In every previous technological wave, the new jobs that emerged shared something in common: they required human intelligence to identify and fill them. The internet didn’t create the app economy. Humans did — humans who looked at the new landscape, spotted opportunities machines couldn’t see, and built something. The technology was the raw material. Human ingenuity was the engine.

This time, the “new thing” is intelligence. That’s not a small distinction. That’s the whole thing.

When AI can analyze markets, generate strategies, write code, interpret legal documents, produce financial models, and do all of this faster and cheaper than a credentialed human professional, what’s left? What new category of well-paying, middle-class-sustaining work gets created that AI itself couldn’t also do?

I’ve asked myself this question a lot, and I’ve noticed something: the people promising new jobs aren’t actually naming them. Not specifically. The language tends to stay abstract — “humans will focus on creativity,” “there will be roles we can’t imagine yet,” “people will manage and direct AI systems.” These aren’t job descriptions. They’re hopes.

Our leaders in Washington aren’t filling the void. Neither party is treating this with anything close to the seriousness it deserves. Republicans and Democrats alike are consumed by the usual battles — and the coming wave of white-collar displacement doesn’t fit neatly into either party’s talking points. So it gets ignored or mentioned briefly and then set aside. If you’ve been waiting for your elected officials to get ahead of this problem, you’ve probably already figured out that you’re going to be waiting a long time. The frustration is completely understandable, and it’s completely warranted.

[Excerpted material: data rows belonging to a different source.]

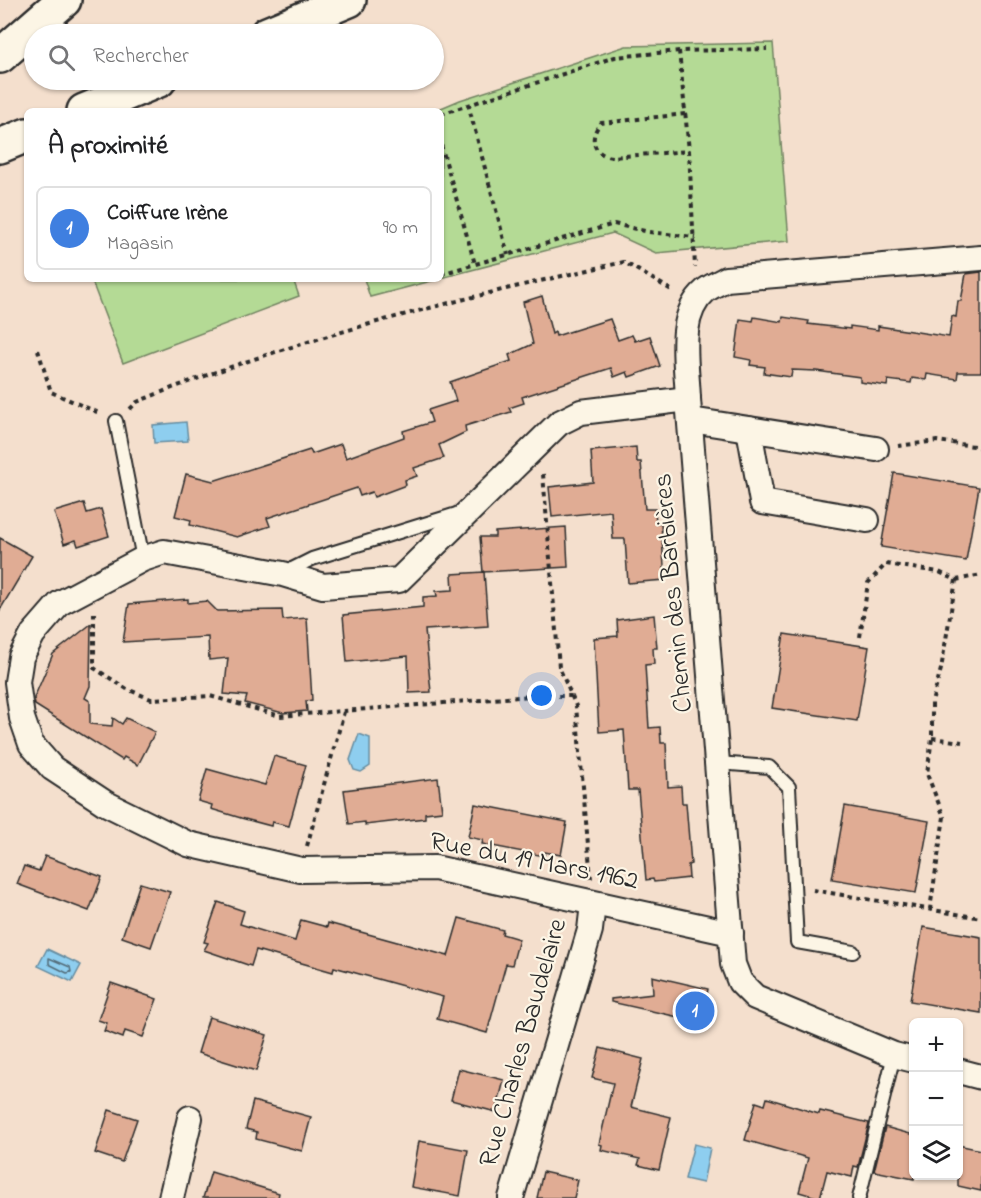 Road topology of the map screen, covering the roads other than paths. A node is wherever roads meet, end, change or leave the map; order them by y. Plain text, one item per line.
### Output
1 (64, 0) edge
2 (349, 0) edge
3 (37, 24) edge
4 (291, 24) edge
5 (24, 36) edge
6 (8, 50) edge
7 (135, 90) edge
8 (91, 108) edge
9 (24, 136) edge
10 (0, 146) edge
11 (981, 258) edge
12 (689, 409) junction
13 (116, 421) road end
14 (749, 429) junction
15 (876, 449) road end
16 (473, 509) junction
17 (867, 520) dead end
18 (143, 559) junction
19 (283, 574) junction
20 (718, 763) junction
21 (593, 904) junction
22 (731, 933) junction
23 (854, 952) dead end
24 (904, 1058) edge
25 (962, 1072) edge
26 (981, 1077) edge
27 (190, 1118) dead end
28 (171, 1198) edge
29 (511, 1198) edge
30 (859, 1198) edge

1 - 3 highway
2 - 4 highway
5 - 6 highway
7 - 8 highway
9 - 10 highway
11 - 12 street, Chemin des Barbières
12 - 14 street, Rue du 19 Mars 1962
12 - 16 street, Rue du 19 Mars 1962
12 - 20 street, Chemin des Barbières
13 - 18 lane
14 - 15 street, Rue du 19 Mars 1962
14 - 17 street
16 - 19 lane, Rue du 19 Mars 1962
16 - 19 street, Rue du 19 Mars 1962
18 - 19 street, Rue du 19 Mars 1962
18 - 21 street, Rue du 19 Mars 1962
20 - 22 street, Chemin des Barbières
20 - 23 lane
21 - 22 street, Rue du 19 Mars 1962
21 - 29 street, Rue Charles Baudelaire
22 - 24 street, Chemin des Barbières
24 - 30 lane
25 - 26 street
27 - 28 street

Which brings us back to the fallback scenario. If the promised new jobs don’t materialize at scale — or if they do materialize, but primarily as gig work, contract roles, and minimum-wage service positions — what happens to the millions of white-collar professionals who spent years building careers in law, finance, marketing, accounting, and healthcare administration?

We’re not talking about an abstract demographic. We’re talking about the economic backbone of the American middle class. Tens of millions of people with mortgages, kids in college, and retirement accounts that depend on sustained, professional-level income. A pivot to gig work isn’t a soft landing for them. It’s a stroll off a financial cliff.

The inventors of AI are smart enough to build something that will likely change civilization. They’re also smart enough to give us a real answer on the jobs question, or to admit, clearly and specifically, that they don’t have one yet. That transparency would be a valuable first step — one that could start a desperately needed national conversation and force our leaders to confront this problem before it’s upon us.

Brutal honesty from AI’s inventors is the necessary first step in the process of ensuring that the AI revolution benefits everyone, and not simply a small subset of Americans.